Source material ::
-- Opening Marker --

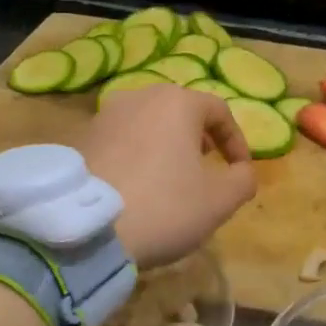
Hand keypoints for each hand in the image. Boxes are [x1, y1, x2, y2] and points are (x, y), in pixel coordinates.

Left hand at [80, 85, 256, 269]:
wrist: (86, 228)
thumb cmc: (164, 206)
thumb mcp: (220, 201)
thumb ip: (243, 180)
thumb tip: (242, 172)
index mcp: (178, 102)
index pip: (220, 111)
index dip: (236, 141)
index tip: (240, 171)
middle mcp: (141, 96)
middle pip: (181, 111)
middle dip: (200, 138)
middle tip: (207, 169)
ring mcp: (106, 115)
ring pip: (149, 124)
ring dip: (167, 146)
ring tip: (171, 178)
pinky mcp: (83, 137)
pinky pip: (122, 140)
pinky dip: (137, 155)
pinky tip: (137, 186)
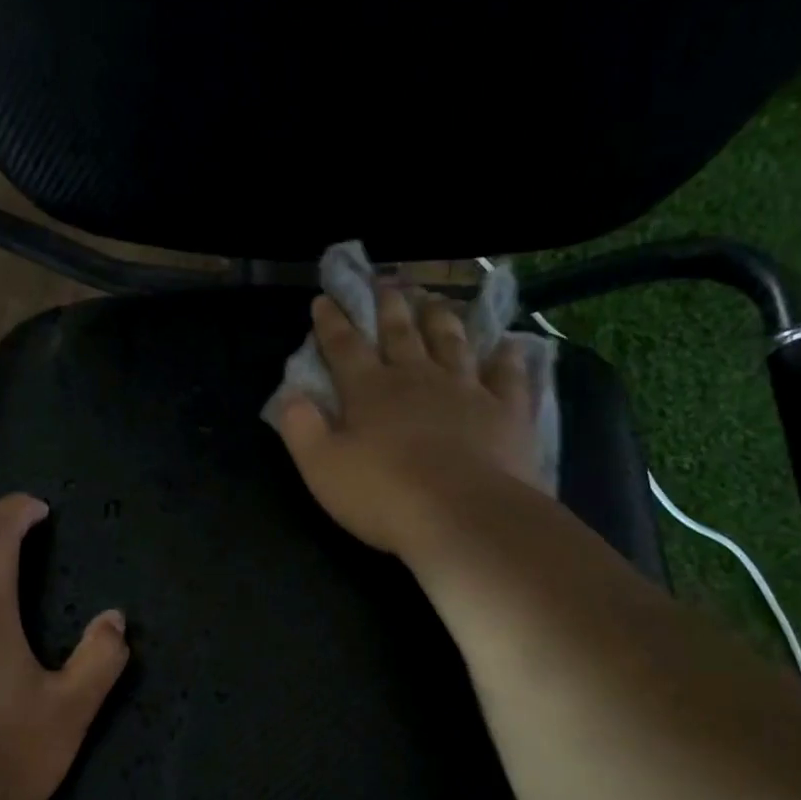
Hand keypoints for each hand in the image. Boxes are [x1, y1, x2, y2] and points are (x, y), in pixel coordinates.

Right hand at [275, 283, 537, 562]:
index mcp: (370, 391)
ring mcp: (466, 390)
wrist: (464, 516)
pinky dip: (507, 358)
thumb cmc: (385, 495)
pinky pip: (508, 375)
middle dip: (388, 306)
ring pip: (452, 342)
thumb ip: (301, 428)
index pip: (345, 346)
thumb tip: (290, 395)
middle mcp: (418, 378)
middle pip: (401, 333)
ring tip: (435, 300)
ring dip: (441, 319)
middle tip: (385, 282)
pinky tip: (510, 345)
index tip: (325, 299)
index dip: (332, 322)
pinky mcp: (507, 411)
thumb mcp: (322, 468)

-- Closing Marker --

About this task :: An exact transcription is requested of each line from the one that holds "pinky tip: (137, 186)" to the end of the listing above, both boundary lines included; pictures are to be omitted.

Response ::
pinky tip: (137, 186)
Hand keypoints for each hand in the image. Boxes are [x1, y1, x2, y2] and points are (x, y), in pixel coordinates.

Right hand at [275, 283, 537, 562]:
index mcp: (370, 391)
ring mcp: (466, 390)
wrist: (464, 516)
pinky dip: (507, 358)
thumb cmc: (385, 495)
pinky pip: (508, 375)
middle dip: (388, 306)
ring pip: (452, 342)
thumb ip: (301, 428)
index pip: (345, 346)
thumb tip: (290, 395)
middle mcp: (418, 378)
middle pip: (401, 333)
ring tip: (435, 300)
ring dip: (441, 319)
middle tip: (385, 282)
pinky tip: (510, 345)
index tip: (325, 299)
index dip: (332, 322)
pinky mcp: (507, 411)
thumb mcp: (322, 468)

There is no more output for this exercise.